Model Serving API and Protocol

Creating Custom Model Serving Class

Model serving classes implement the full model serving functionality which include loading models, pre and post processing, prediction, explainability, and model monitoring.

Model serving classes must inherit from mlrun.serving.V2ModelServer, and at the minimum implement the load() (download the model file(s) and load the model into memory) and predict() (accept request payload and return prediction/inference results) methods.

The class is initialized automatically by the model server and can run locally as part of a nuclio serverless function, or as part of a real-time pipeline

You need to implement two mandatory methods:

  • load() - download the model file(s) and load the model into memory, note this can be done synchronously or asynchronously

  • predict() - accept request payload and return prediction/inference results

you can override additional methods : preprocess, validate, postprocess, explain
you can add custom api endpoint by adding method op_xx(event), it can be invoked by calling the /xx (operation = xx)
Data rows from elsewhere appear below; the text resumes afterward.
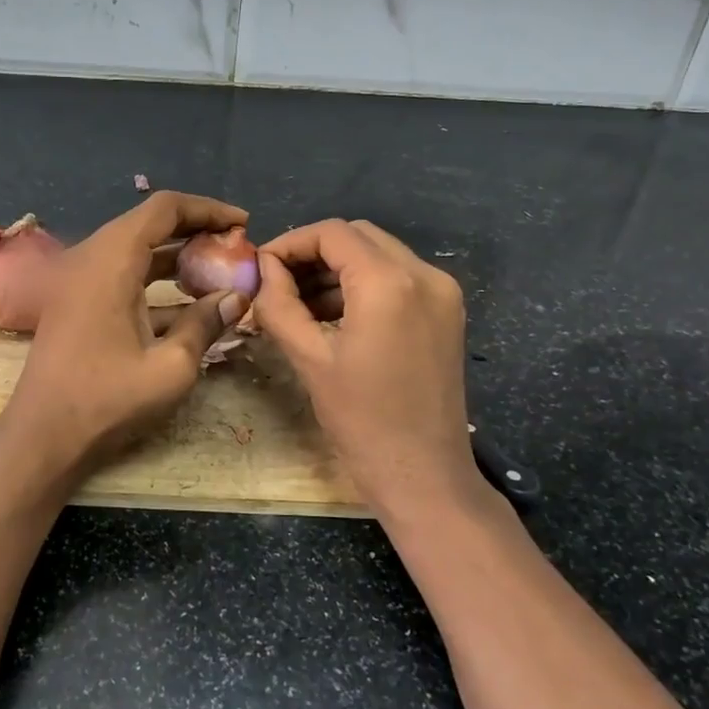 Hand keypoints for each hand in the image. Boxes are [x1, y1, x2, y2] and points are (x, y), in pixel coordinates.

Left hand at [0, 191, 251, 489]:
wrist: (42, 438)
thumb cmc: (106, 401)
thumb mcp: (171, 367)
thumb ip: (206, 323)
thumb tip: (238, 297)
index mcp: (111, 261)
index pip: (164, 209)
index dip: (207, 209)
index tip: (243, 223)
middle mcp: (91, 258)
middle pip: (149, 223)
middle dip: (195, 230)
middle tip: (234, 246)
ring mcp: (80, 280)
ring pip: (136, 249)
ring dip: (176, 255)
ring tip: (218, 270)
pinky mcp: (78, 302)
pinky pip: (123, 273)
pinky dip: (156, 279)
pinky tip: (188, 303)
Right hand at [254, 219, 476, 517]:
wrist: (424, 476)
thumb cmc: (361, 421)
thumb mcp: (309, 358)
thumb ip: (279, 303)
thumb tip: (264, 270)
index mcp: (390, 282)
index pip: (332, 233)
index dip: (290, 243)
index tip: (261, 267)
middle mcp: (424, 274)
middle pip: (358, 237)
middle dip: (313, 253)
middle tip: (278, 282)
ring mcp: (443, 292)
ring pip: (379, 255)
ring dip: (338, 269)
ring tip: (300, 303)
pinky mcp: (447, 312)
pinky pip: (398, 279)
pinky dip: (363, 285)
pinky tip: (333, 315) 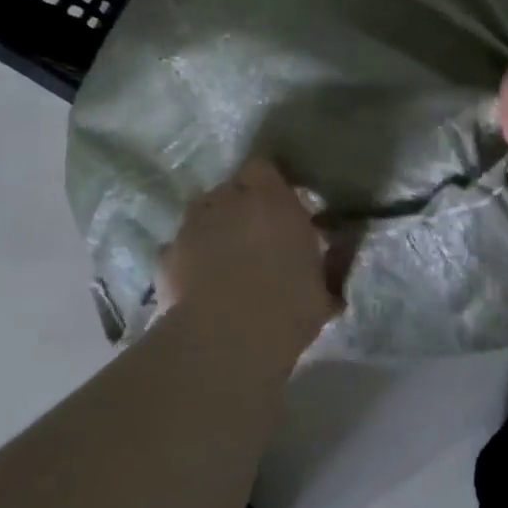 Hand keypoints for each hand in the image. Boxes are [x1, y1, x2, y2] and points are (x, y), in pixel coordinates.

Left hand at [157, 159, 338, 359]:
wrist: (225, 340)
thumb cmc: (287, 306)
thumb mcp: (325, 286)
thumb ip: (332, 260)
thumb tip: (342, 247)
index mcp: (270, 200)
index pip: (262, 167)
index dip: (269, 184)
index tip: (283, 205)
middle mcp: (226, 202)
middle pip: (229, 189)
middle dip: (241, 206)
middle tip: (258, 234)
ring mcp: (190, 227)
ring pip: (202, 215)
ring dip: (214, 228)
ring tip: (226, 258)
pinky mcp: (165, 257)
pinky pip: (180, 247)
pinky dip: (190, 258)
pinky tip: (201, 283) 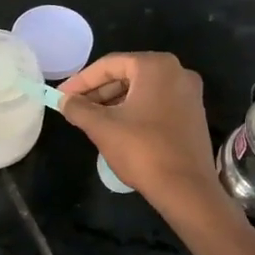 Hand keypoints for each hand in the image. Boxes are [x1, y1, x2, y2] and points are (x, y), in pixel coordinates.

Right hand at [57, 52, 219, 211]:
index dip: (80, 80)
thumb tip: (64, 100)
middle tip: (74, 108)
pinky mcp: (193, 115)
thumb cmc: (142, 150)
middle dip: (98, 92)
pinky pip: (156, 104)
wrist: (186, 189)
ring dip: (114, 102)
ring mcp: (189, 94)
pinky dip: (134, 111)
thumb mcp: (102, 127)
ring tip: (91, 120)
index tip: (60, 96)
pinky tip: (117, 128)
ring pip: (141, 90)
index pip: (109, 65)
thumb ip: (78, 108)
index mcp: (156, 66)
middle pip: (127, 75)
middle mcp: (177, 72) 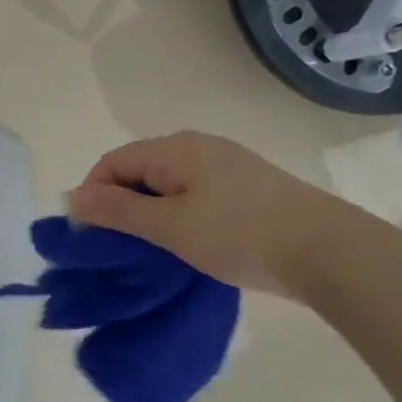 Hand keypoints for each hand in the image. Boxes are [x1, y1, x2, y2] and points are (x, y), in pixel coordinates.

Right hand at [65, 132, 369, 299]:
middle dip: (120, 207)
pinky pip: (194, 197)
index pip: (113, 163)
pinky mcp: (247, 190)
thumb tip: (70, 198)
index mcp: (175, 148)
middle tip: (118, 249)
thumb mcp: (168, 226)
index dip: (93, 195)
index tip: (91, 237)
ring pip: (167, 187)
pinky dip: (178, 219)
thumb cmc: (239, 234)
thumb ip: (116, 211)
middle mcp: (198, 148)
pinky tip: (185, 246)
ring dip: (149, 216)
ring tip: (150, 252)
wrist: (330, 253)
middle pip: (139, 172)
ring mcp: (226, 167) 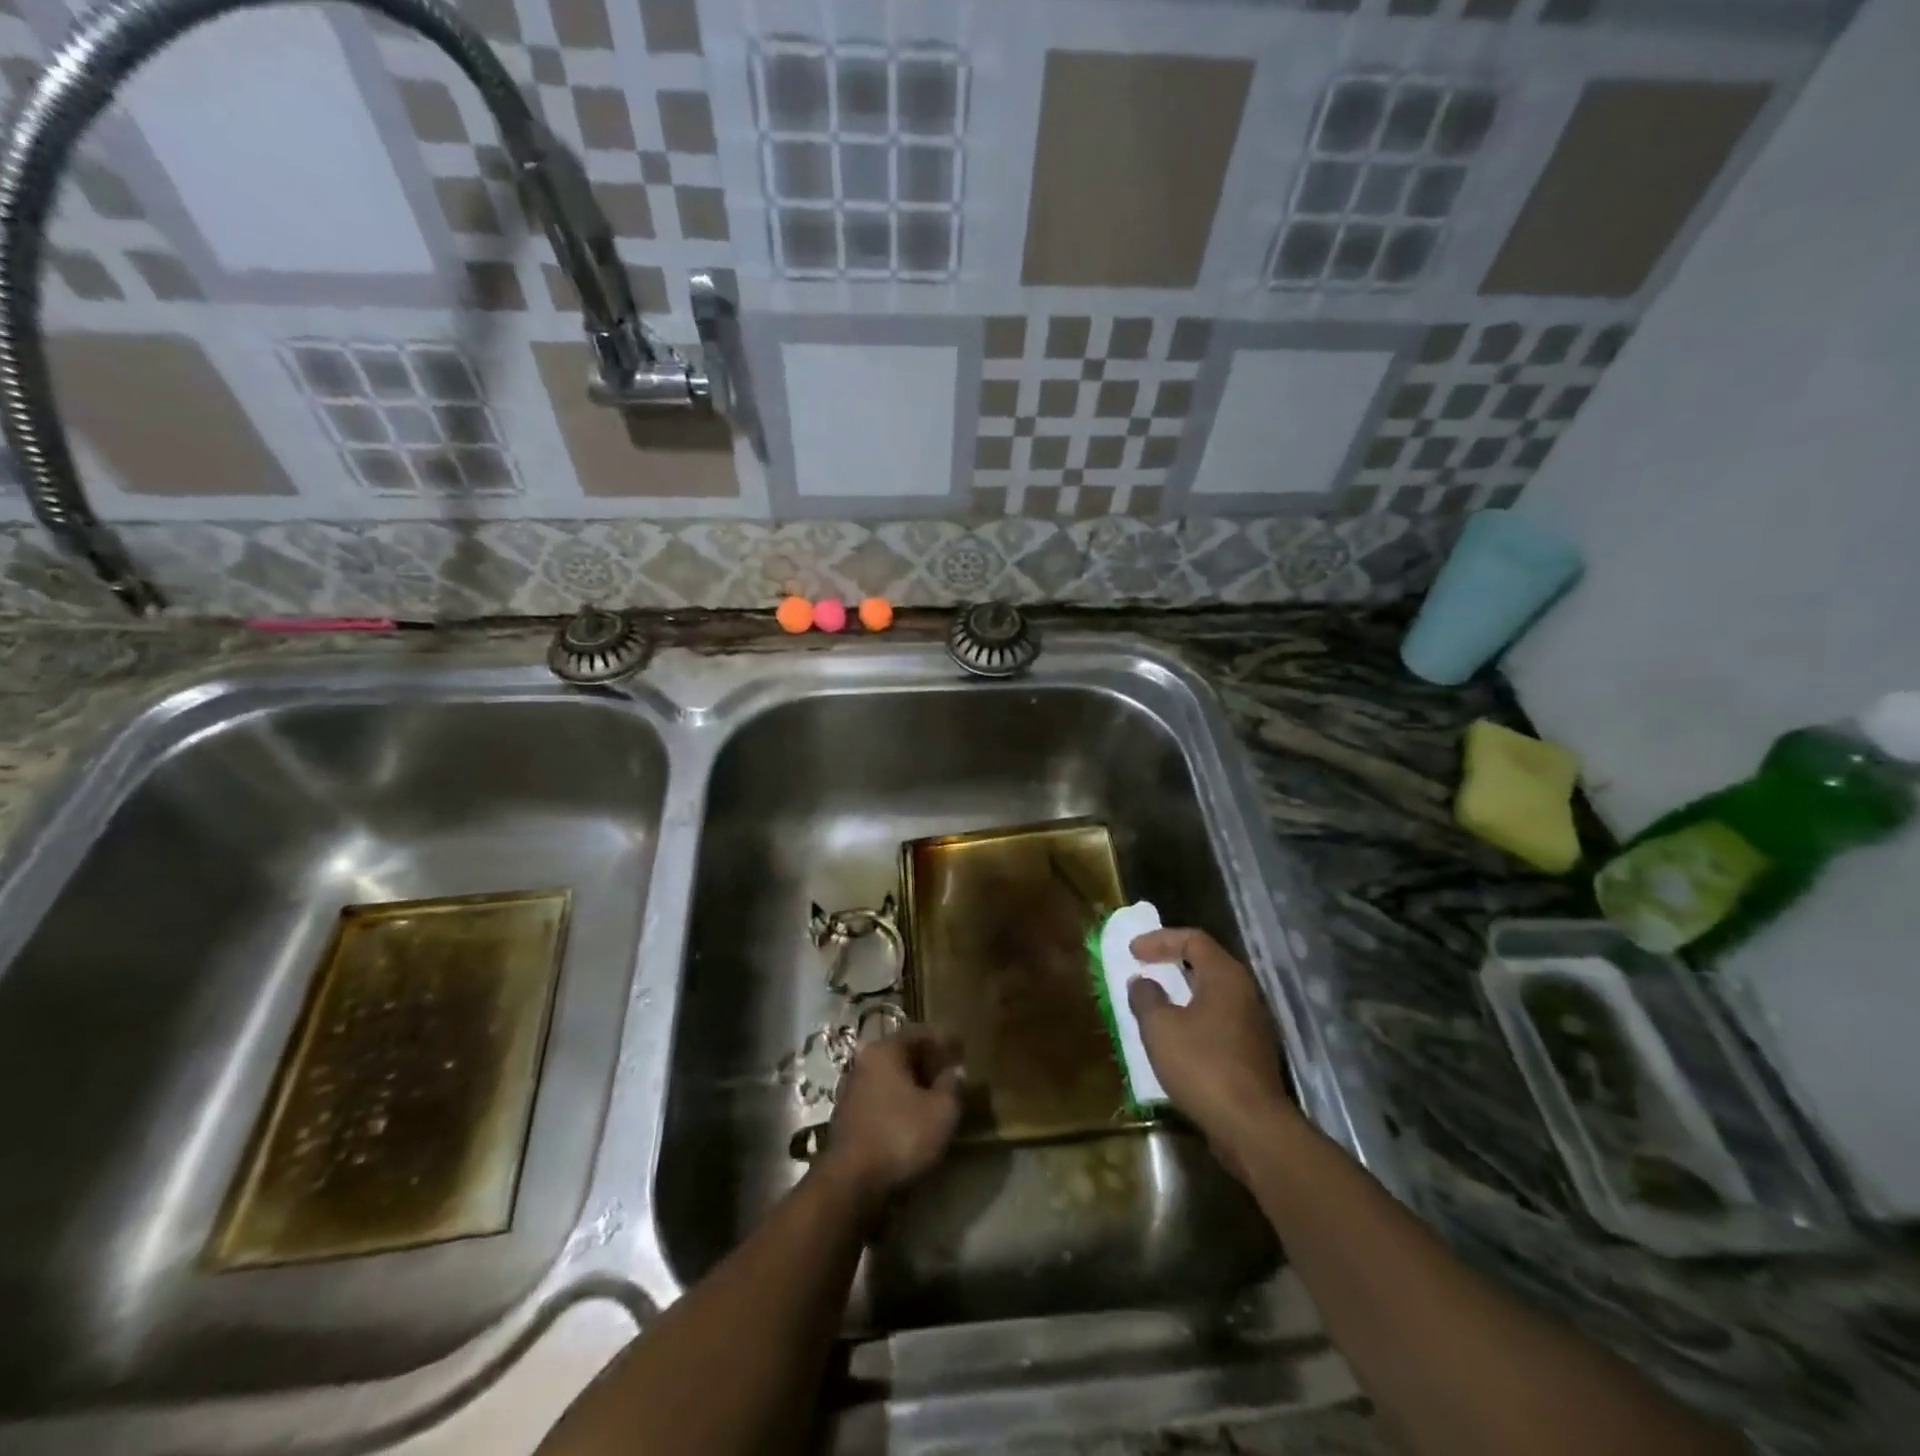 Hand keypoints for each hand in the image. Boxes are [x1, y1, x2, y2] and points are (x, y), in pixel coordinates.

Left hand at [821, 1026, 964, 1204]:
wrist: (851, 1183)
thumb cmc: (901, 1136)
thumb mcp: (942, 1112)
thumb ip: (952, 1086)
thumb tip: (955, 1071)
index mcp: (884, 1050)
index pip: (919, 1033)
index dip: (943, 1039)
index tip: (961, 1048)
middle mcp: (863, 1062)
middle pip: (901, 1053)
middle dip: (926, 1061)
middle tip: (949, 1072)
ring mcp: (851, 1090)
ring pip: (889, 1077)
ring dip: (911, 1084)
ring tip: (934, 1096)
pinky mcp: (846, 1117)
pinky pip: (879, 1098)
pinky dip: (897, 1102)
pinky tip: (911, 1117)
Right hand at [1127, 928, 1295, 1175]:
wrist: (1251, 1127)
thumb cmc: (1202, 1066)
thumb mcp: (1160, 1028)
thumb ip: (1146, 998)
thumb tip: (1142, 982)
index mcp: (1226, 976)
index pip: (1193, 939)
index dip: (1160, 940)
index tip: (1133, 952)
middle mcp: (1245, 992)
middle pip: (1206, 963)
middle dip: (1172, 962)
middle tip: (1144, 968)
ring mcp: (1253, 1023)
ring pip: (1213, 993)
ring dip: (1182, 992)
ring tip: (1155, 1001)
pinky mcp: (1252, 1052)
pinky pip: (1218, 1019)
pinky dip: (1193, 1017)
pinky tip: (1175, 1036) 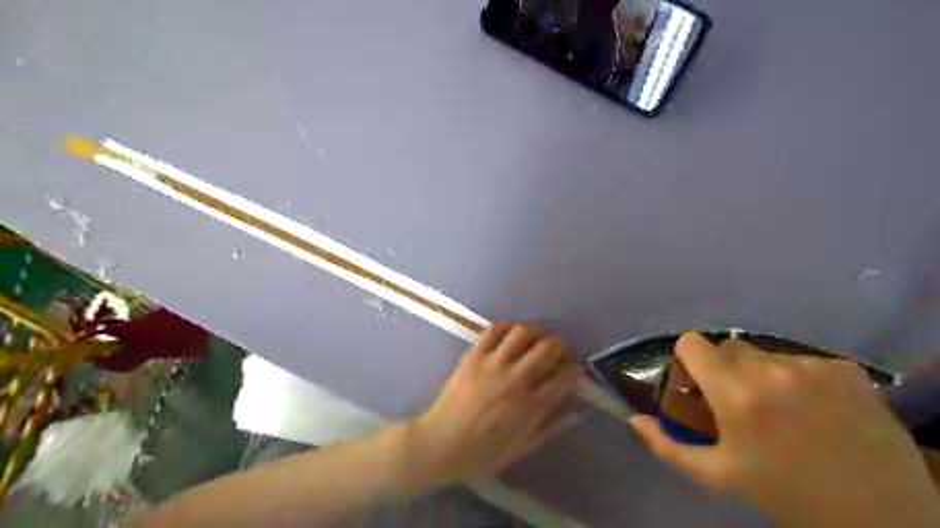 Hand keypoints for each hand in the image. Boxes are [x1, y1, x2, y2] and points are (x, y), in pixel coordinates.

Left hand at [412, 323, 580, 486]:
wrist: (441, 445)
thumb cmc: (483, 453)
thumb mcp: (522, 447)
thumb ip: (550, 426)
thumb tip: (575, 410)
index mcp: (531, 406)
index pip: (564, 375)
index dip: (574, 367)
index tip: (573, 366)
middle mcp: (516, 380)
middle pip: (548, 347)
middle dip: (560, 345)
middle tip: (558, 349)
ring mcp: (493, 364)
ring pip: (523, 333)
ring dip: (536, 331)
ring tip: (537, 337)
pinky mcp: (473, 356)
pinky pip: (494, 330)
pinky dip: (508, 326)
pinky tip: (512, 333)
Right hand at [627, 333, 939, 527]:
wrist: (881, 518)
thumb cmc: (785, 494)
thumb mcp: (717, 476)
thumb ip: (667, 446)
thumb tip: (633, 420)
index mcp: (735, 393)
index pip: (692, 342)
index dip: (689, 361)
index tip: (699, 386)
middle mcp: (771, 369)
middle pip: (728, 346)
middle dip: (725, 369)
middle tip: (739, 403)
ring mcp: (812, 366)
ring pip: (766, 354)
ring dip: (763, 374)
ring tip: (782, 410)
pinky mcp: (846, 369)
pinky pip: (803, 361)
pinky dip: (801, 379)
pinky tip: (817, 410) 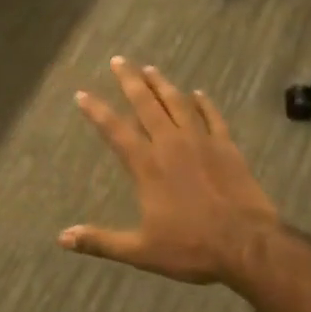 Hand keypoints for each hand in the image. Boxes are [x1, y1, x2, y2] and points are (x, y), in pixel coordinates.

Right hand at [60, 58, 282, 286]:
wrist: (247, 245)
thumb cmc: (191, 247)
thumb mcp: (141, 251)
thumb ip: (101, 241)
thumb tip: (62, 238)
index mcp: (147, 166)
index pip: (115, 130)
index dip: (96, 111)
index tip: (82, 93)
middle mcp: (171, 144)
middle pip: (146, 104)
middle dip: (130, 81)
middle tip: (119, 60)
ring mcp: (201, 142)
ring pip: (178, 103)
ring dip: (163, 84)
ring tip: (151, 69)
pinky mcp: (227, 147)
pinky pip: (212, 116)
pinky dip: (204, 103)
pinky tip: (198, 93)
minimal sklearn serving function example:

from cloudpickle import load
import numpy as np
import mlrun

class ClassifierModel(mlrun.serving.V2ModelServer):
    def load(self):
        """load and initialize the model and/or other elements"""
        model_file, extra_data = self.get_model('.pkl')
        self.model = load(open(model_file, 'rb'))

    def predict(self, body: dict) -> list:
        """Generate model predictions from sample"""
        feats = np.asarray(body['inputs'])
        result: np.ndarray = self.model.predict(feats)
        return result.tolist()

Load() method

in the load method we download the model from external store, run the algorithm/framework load() call, and do any other initialization logic.

load will run synchronously (the deploy will be stalled until load completes), this can be an issue for large models and cause a readiness timeout, we can increase the function spec.readiness_timeout, or alternatively choose async loading (load () will run in the background) by setting the function spec.load_mode = "async".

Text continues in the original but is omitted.